Give every line of the data again, exactly as it is written.

------------------------------------

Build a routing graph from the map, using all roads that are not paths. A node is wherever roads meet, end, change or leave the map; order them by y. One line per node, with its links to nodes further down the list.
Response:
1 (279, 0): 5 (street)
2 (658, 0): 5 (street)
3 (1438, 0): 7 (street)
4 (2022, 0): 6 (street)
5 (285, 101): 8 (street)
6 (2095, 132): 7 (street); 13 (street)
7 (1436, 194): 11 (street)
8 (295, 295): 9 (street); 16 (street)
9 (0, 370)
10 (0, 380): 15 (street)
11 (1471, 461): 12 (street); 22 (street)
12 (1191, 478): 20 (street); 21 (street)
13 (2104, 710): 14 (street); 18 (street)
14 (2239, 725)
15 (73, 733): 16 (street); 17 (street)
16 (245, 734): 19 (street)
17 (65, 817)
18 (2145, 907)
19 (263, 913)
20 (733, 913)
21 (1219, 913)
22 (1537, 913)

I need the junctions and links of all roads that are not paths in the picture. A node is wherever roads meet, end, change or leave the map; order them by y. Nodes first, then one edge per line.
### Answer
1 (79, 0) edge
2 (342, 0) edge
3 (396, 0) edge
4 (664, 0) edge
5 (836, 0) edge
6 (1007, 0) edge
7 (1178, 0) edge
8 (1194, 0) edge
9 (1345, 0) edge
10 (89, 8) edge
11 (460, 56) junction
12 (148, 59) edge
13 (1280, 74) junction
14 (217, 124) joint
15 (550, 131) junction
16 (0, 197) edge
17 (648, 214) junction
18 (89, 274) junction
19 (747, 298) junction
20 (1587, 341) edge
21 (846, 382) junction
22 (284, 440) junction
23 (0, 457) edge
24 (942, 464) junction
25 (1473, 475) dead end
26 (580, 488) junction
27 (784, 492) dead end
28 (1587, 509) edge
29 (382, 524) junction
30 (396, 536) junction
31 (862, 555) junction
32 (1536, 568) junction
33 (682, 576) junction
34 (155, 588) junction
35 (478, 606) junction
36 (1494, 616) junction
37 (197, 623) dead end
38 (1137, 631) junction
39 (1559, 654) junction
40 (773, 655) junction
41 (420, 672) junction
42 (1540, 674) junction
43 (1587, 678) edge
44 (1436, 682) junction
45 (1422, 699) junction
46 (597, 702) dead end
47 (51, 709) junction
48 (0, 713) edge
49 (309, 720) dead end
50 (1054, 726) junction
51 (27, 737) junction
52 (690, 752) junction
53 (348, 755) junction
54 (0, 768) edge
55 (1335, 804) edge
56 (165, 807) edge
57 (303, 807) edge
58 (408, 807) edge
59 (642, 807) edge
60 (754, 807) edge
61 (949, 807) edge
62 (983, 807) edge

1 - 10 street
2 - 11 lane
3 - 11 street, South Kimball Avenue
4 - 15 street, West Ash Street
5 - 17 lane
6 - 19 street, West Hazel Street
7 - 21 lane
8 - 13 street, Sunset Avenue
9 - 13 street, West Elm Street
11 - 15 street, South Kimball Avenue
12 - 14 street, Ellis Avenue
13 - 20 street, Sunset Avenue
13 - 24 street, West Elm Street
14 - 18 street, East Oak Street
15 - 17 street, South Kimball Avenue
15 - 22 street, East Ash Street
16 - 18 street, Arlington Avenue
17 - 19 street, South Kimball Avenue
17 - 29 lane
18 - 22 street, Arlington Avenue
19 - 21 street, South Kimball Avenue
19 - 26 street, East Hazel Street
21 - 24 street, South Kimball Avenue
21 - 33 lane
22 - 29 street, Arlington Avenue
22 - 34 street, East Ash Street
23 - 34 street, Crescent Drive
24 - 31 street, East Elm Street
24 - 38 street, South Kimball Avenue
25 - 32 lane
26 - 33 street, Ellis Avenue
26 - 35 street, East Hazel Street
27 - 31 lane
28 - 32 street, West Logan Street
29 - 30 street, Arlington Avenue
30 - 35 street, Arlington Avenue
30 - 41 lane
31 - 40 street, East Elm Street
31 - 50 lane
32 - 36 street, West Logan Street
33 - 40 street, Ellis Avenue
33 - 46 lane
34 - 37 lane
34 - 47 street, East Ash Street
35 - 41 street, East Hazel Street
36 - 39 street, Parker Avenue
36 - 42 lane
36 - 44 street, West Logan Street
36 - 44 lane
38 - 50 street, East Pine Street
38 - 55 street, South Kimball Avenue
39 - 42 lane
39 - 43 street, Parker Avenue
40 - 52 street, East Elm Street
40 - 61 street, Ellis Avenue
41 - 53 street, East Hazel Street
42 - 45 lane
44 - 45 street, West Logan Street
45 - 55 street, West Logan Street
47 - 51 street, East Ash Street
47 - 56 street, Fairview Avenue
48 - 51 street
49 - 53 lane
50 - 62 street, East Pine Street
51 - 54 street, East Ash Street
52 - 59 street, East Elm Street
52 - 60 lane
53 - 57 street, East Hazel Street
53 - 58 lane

------------------------------------

**Response to this task**
Build a routing graph from the map, using all roads that are not paths. A node is wherever roads meet, end, change or leave the map; order them by y. One line per node, with its links to nodes further down the list.
Response:
1 (279, 0): 5 (street)
2 (658, 0): 5 (street)
3 (1438, 0): 7 (street)
4 (2022, 0): 6 (street)
5 (285, 101): 8 (street)
6 (2095, 132): 7 (street); 13 (street)
7 (1436, 194): 11 (street)
8 (295, 295): 9 (street); 16 (street)
9 (0, 370)
10 (0, 380): 15 (street)
11 (1471, 461): 12 (street); 22 (street)
12 (1191, 478): 20 (street); 21 (street)
13 (2104, 710): 14 (street); 18 (street)
14 (2239, 725)
15 (73, 733): 16 (street); 17 (street)
16 (245, 734): 19 (street)
17 (65, 817)
18 (2145, 907)
19 (263, 913)
20 (733, 913)
21 (1219, 913)
22 (1537, 913)

I need the junctions and links of all roads that are not paths in the picture. A node is wherever roads meet, end, change or leave the map; order them by y. Nodes first, then one edge per line.
### Answer
1 (79, 0) edge
2 (342, 0) edge
3 (396, 0) edge
4 (664, 0) edge
5 (836, 0) edge
6 (1007, 0) edge
7 (1178, 0) edge
8 (1194, 0) edge
9 (1345, 0) edge
10 (89, 8) edge
11 (460, 56) junction
12 (148, 59) edge
13 (1280, 74) junction
14 (217, 124) joint
15 (550, 131) junction
16 (0, 197) edge
17 (648, 214) junction
18 (89, 274) junction
19 (747, 298) junction
20 (1587, 341) edge
21 (846, 382) junction
22 (284, 440) junction
23 (0, 457) edge
24 (942, 464) junction
25 (1473, 475) dead end
26 (580, 488) junction
27 (784, 492) dead end
28 (1587, 509) edge
29 (382, 524) junction
30 (396, 536) junction
31 (862, 555) junction
32 (1536, 568) junction
33 (682, 576) junction
34 (155, 588) junction
35 (478, 606) junction
36 (1494, 616) junction
37 (197, 623) dead end
38 (1137, 631) junction
39 (1559, 654) junction
40 (773, 655) junction
41 (420, 672) junction
42 (1540, 674) junction
43 (1587, 678) edge
44 (1436, 682) junction
45 (1422, 699) junction
46 (597, 702) dead end
47 (51, 709) junction
48 (0, 713) edge
49 (309, 720) dead end
50 (1054, 726) junction
51 (27, 737) junction
52 (690, 752) junction
53 (348, 755) junction
54 (0, 768) edge
55 (1335, 804) edge
56 (165, 807) edge
57 (303, 807) edge
58 (408, 807) edge
59 (642, 807) edge
60 (754, 807) edge
61 (949, 807) edge
62 (983, 807) edge

1 - 10 street
2 - 11 lane
3 - 11 street, South Kimball Avenue
4 - 15 street, West Ash Street
5 - 17 lane
6 - 19 street, West Hazel Street
7 - 21 lane
8 - 13 street, Sunset Avenue
9 - 13 street, West Elm Street
11 - 15 street, South Kimball Avenue
12 - 14 street, Ellis Avenue
13 - 20 street, Sunset Avenue
13 - 24 street, West Elm Street
14 - 18 street, East Oak Street
15 - 17 street, South Kimball Avenue
15 - 22 street, East Ash Street
16 - 18 street, Arlington Avenue
17 - 19 street, South Kimball Avenue
17 - 29 lane
18 - 22 street, Arlington Avenue
19 - 21 street, South Kimball Avenue
19 - 26 street, East Hazel Street
21 - 24 street, South Kimball Avenue
21 - 33 lane
22 - 29 street, Arlington Avenue
22 - 34 street, East Ash Street
23 - 34 street, Crescent Drive
24 - 31 street, East Elm Street
24 - 38 street, South Kimball Avenue
25 - 32 lane
26 - 33 street, Ellis Avenue
26 - 35 street, East Hazel Street
27 - 31 lane
28 - 32 street, West Logan Street
29 - 30 street, Arlington Avenue
30 - 35 street, Arlington Avenue
30 - 41 lane
31 - 40 street, East Elm Street
31 - 50 lane
32 - 36 street, West Logan Street
33 - 40 street, Ellis Avenue
33 - 46 lane
34 - 37 lane
34 - 47 street, East Ash Street
35 - 41 street, East Hazel Street
36 - 39 street, Parker Avenue
36 - 42 lane
36 - 44 street, West Logan Street
36 - 44 lane
38 - 50 street, East Pine Street
38 - 55 street, South Kimball Avenue
39 - 42 lane
39 - 43 street, Parker Avenue
40 - 52 street, East Elm Street
40 - 61 street, Ellis Avenue
41 - 53 street, East Hazel Street
42 - 45 lane
44 - 45 street, West Logan Street
45 - 55 street, West Logan Street
47 - 51 street, East Ash Street
47 - 56 street, Fairview Avenue
48 - 51 street
49 - 53 lane
50 - 62 street, East Pine Street
51 - 54 street, East Ash Street
52 - 59 street, East Elm Street
52 - 60 lane
53 - 57 street, East Hazel Street
53 - 58 lane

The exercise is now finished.